Differentially expressed genes between CAR-T cells and control T cells were selected on the basis of the following rules: absolute value of log2-transformed fold change (log2FC) ≥ 1.0 and FDR-adjusted P value (adjP) ≤ 0.05. DEG analysis was performed for multiple group comparisons: linear-vs-UTD, circular-vs-UTD, and circular-vs-linear at days 2 and 4. When cmCAR-T cells were directly compared with mCAR-T cells, the threshold of log2FC was set to 0.5 to capture more significantly regulated genes (FDR-adjusted P value (adjP) ≤ 0.05). Gene Ontology (GO) and pathway enrichment analyses were conducted via the Enrichr-KG webserver55 via the GO_Biological_Process_2021, KEGG_2021_Human, and Reactome_2022 databases. T-cell functional signature genes were collected from recent literature47,56 to cover T-cell activation, coinhibitory, T-cell exhaustion, and T-cell cytotoxicity gene signatures. The dot plots were created via the ggplot2 R package, and the heatmap was generated via the ComplexHeatmap R package.57 The expression of individual genes was plotted as bar graphs via GraphPad Prism.

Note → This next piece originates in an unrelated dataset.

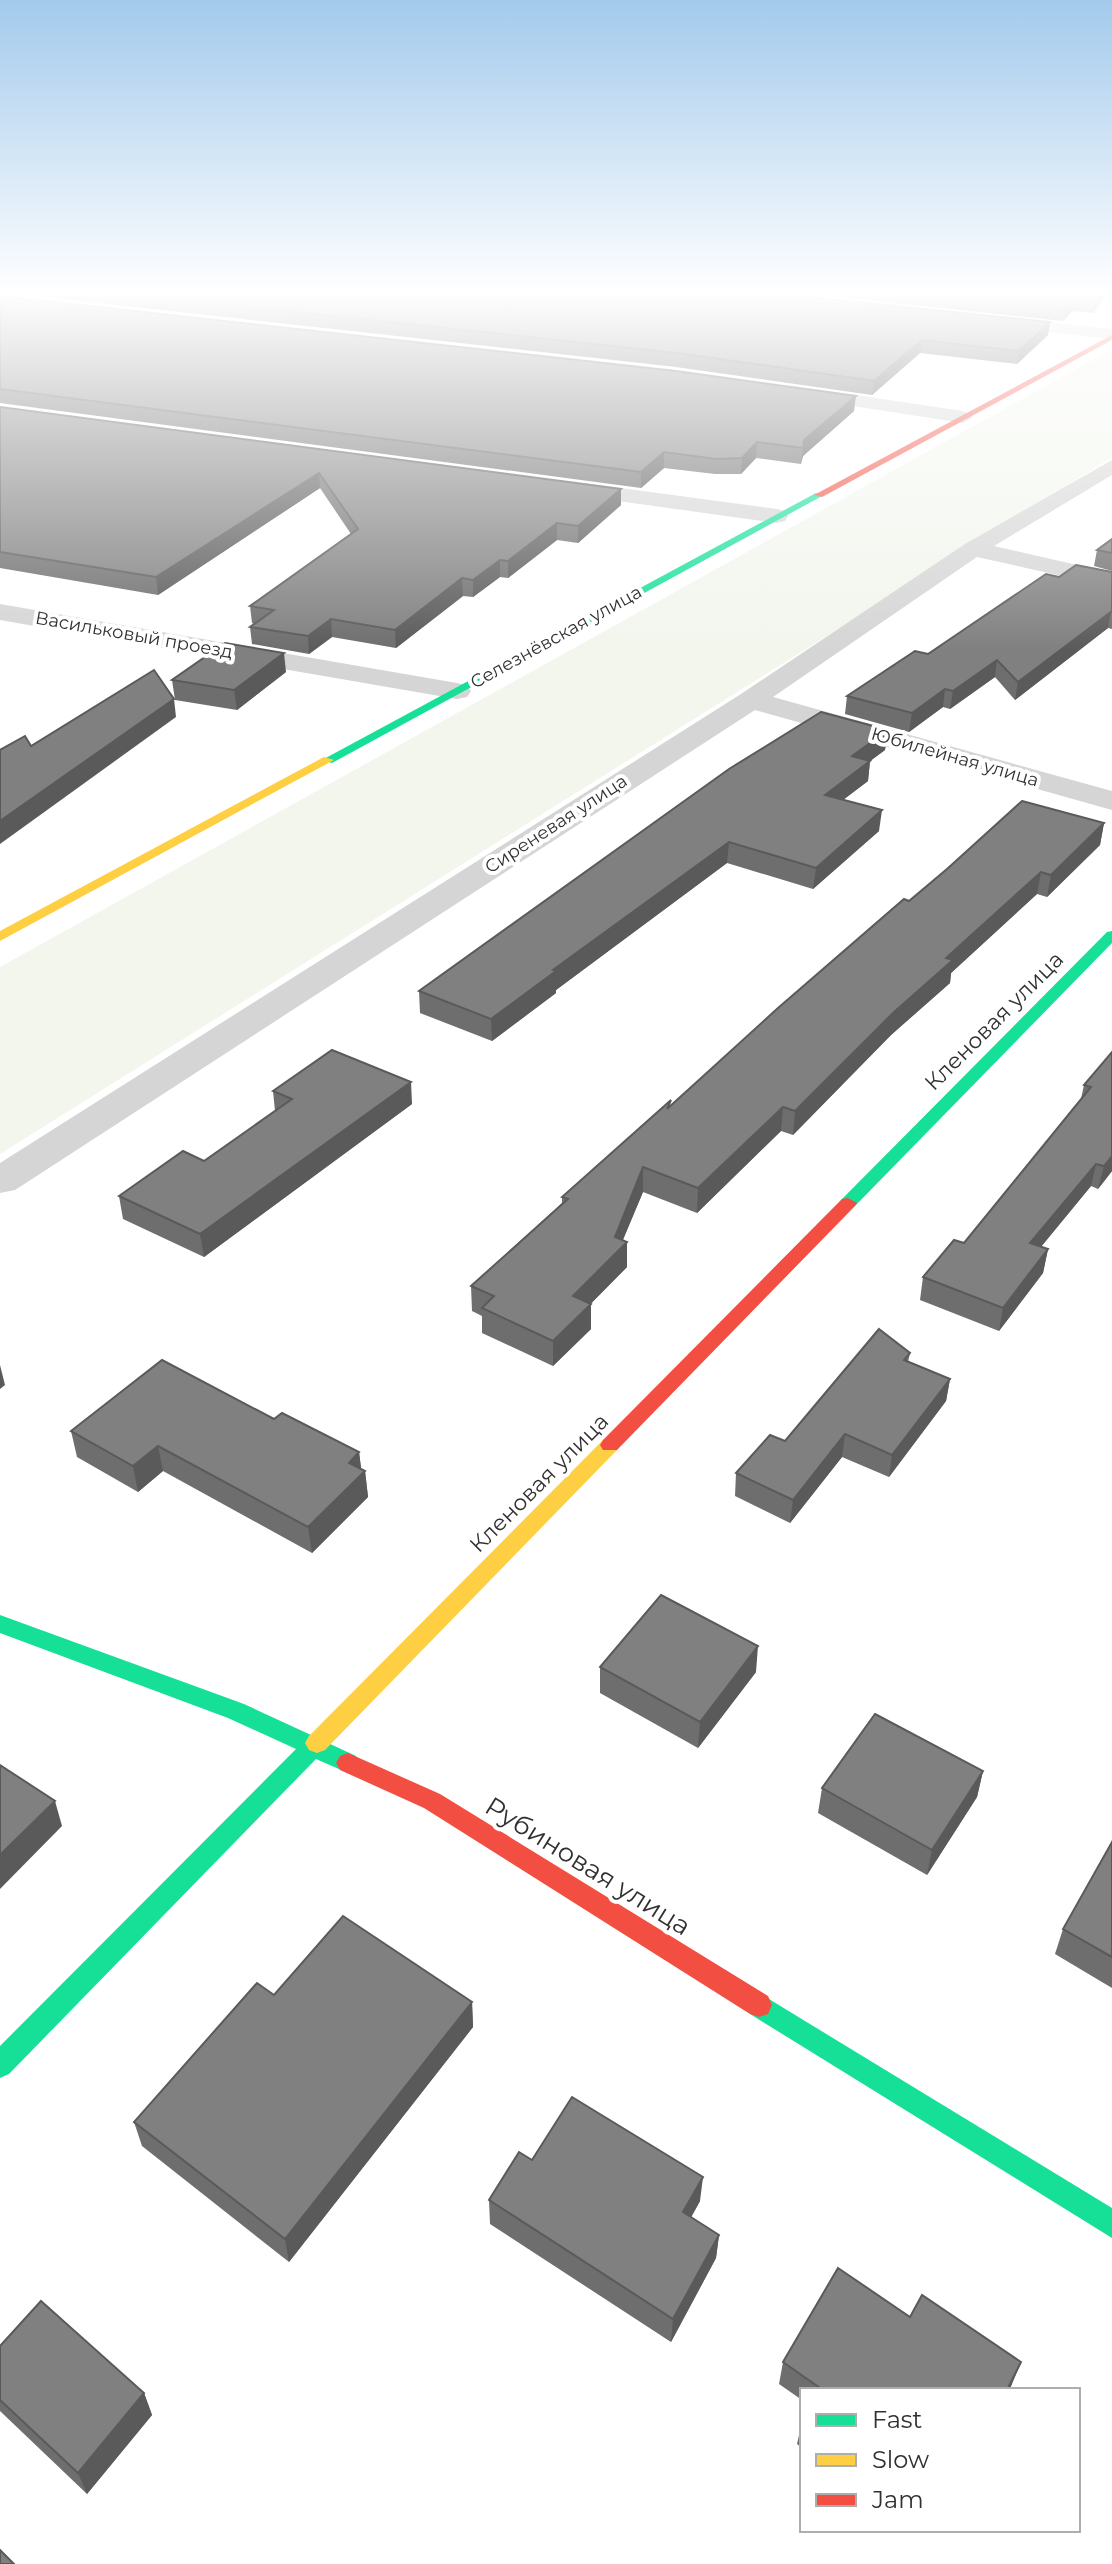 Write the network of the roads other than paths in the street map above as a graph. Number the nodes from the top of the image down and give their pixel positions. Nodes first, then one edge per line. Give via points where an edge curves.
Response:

Tumor model and treatments

Procedures involving mice were performed in accordance with the standards of Fudan University and approved by the Animal Ethical Committee of the School of Pharmaceutical Sciences, Fudan University (ethical permit 2023-08-SY-ZXY-82). Male NCG mice (20 ± 2 g body weight) were purchased from GemPharmatech (Nanjing, China) and maintained under specific pathogen-free conditions. NALM-6-luc cells (1 × 106 cells) and MM.1S cells (1 × 106 cells) were intravenously injected into the mice on day 0. Tumor growth was monitored via a bioluminescence imaging (BLI) system, and tumor-bearing mice were randomized into the indicated groups (n = 5 per group) on day 3. Untransfected T cells, linear mRNA-CAR-T cells or cmRNA-CAR-T cells were intravenously injected into the corresponding mice (3 × 106 cells per mouse) at days 3, 8, 13, and 18. The tumor burden was monitored twice a week via the BLI system according to the instructions, and the total or mean photon number intensity of luciferase was quantified.

Statistical analysis

Statistical analysis was performed by using GraphPad Prism software. Student’s t test and two-way ANOVA were used to determine the significance. Asterisks denote statistically significant p values (*p < 0.05, **p < 0.01, ***p < 0.001, *****p < 0.0001), and ns indicates no statistical significance (p > 0.05). The data are presented as the means ± SDs unless otherwise indicated.